Running and heart rate

Running and heart rate

Heart rate is a very common indicator. Heart rate can ensure that the human body is at a normal level and will not have arrhythmia due to interference from the disease. If arrhythmia causes the patient to have difficulty breathing, feel stuffy in the chest, and have a sense of oppression, the heart rate will generally be faster when running, so running is not suitable for patients with arrhythmia.

1. Maximum heart rate percentage is the most common method to measure exercise intensity

The most common method for calculating the appropriate heart rate during exercise is to take the percentage of maximum heart rate (%HRmax)

How do you calculate 75% of a 35-year-old runner’s maximum heart rate?

1. First calculate the runner’s maximum heart rate = 220-35 = 185 beats/min

2. Next, calculate the runner’s target heart rate = 185 × 75% = 139 beats/min

75% of maximum heart rate is generally considered to be the best heart rate for burning fat, which means that the runner should control his heart rate at around 139 beats per minute when running. Of course, different heart rate ranges correspond to different training goals, as shown in the figure below.
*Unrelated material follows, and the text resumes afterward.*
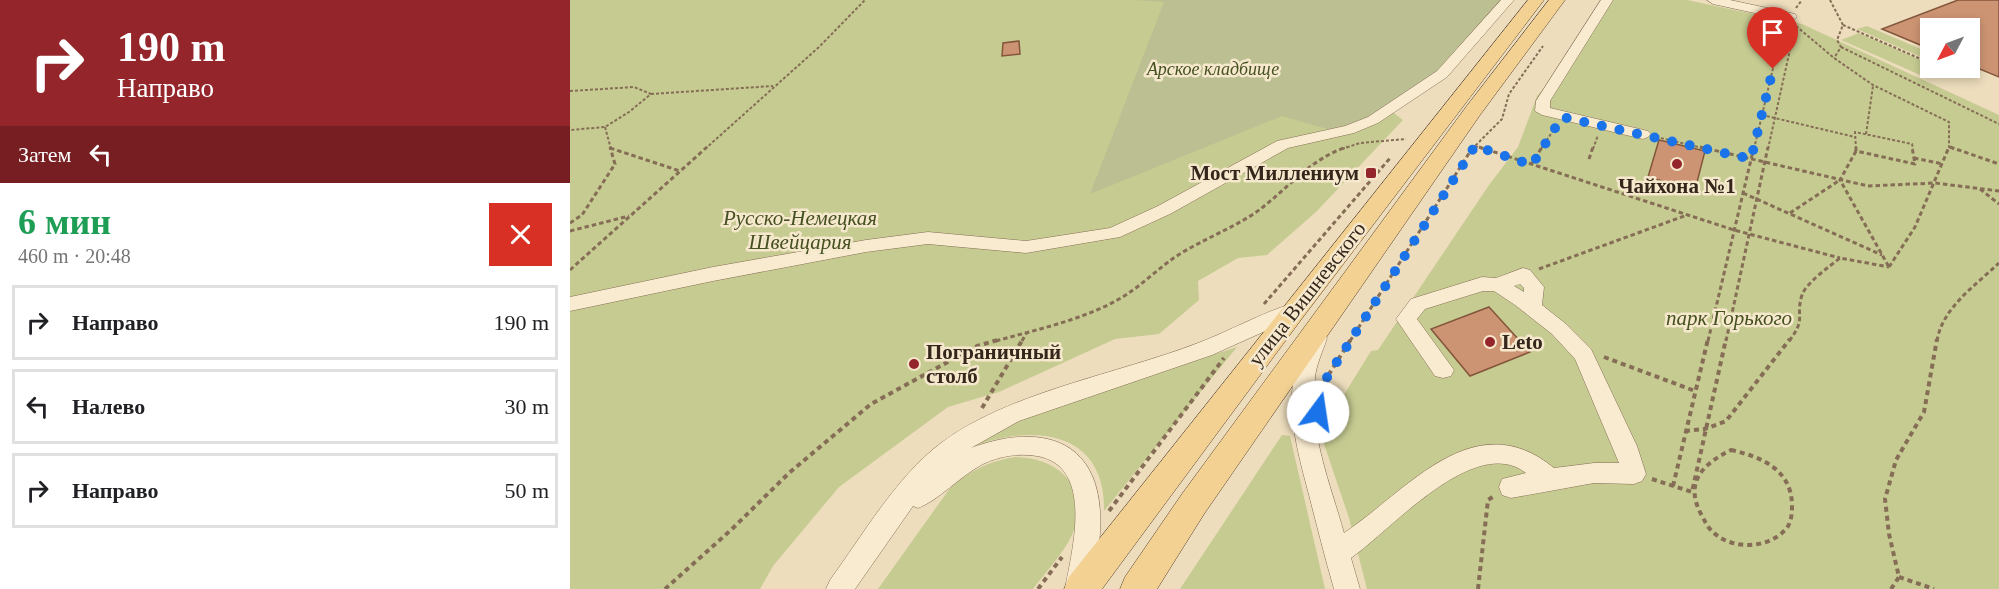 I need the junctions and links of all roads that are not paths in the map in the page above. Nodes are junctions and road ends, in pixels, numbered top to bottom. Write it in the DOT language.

Different maximum heart rate percentages correspond to different exercise goals

For runners, different heart rates actually correspond to running training at different paces. If you are a runner who is seriously preparing for a marathon and hopes to set a PB, it is strongly recommended that you train according to the heart rates corresponding to different paces, so that you can comprehensively improve your abilities.

Use heart rate to control the appropriate pace for different running methods

2. Is it necessary to consider the resting heart rate when calculating the appropriate heart rate during exercise?

If the appropriate heart rate during exercise is calculated as a percentage of the maximum heart rate, then for different individuals of the same age, the calculated target heart rate during exercise will be exactly the same. However, in fact, everyone's athletic ability and physical fitness are different.

For example, there are two people, A and B, of the same age. A has good athletic ability and may feel relaxed when his heart rate reaches 150 beats per minute. However, B seldom exercises and may feel out of breath and tired when his heart rate reaches 150 beats per minute. Therefore, there may be a certain error in calculating the target heart rate during exercise using only the percentage of maximum heart rate. Is there a better way to calculate heart rate that takes into account a person's actual ability? Yes, I have! This is the famous Karvonen calculation formula, which not only takes into account the maximum heart rate, but also the resting heart rate, which can often reflect athletic ability to some extent.

3. Use the Karvonen formula to calculate your target heart rate during exercise

Let's take a look at how the Karvonen formula calculates the appropriate heart rate during exercise.

Step 1: Calculate your maximum heart rate: Maximum heart rate = 220 - age

Step 2: Calculate your heart rate reserve: Heart rate reserve = maximum heart rate - resting heart rate

Step 3: Calculate your target heart rate during exercise: Target heart rate = reserve heart rate × a certain percentage + resting heart rate. The specific percentage is determined according to different exercise purposes.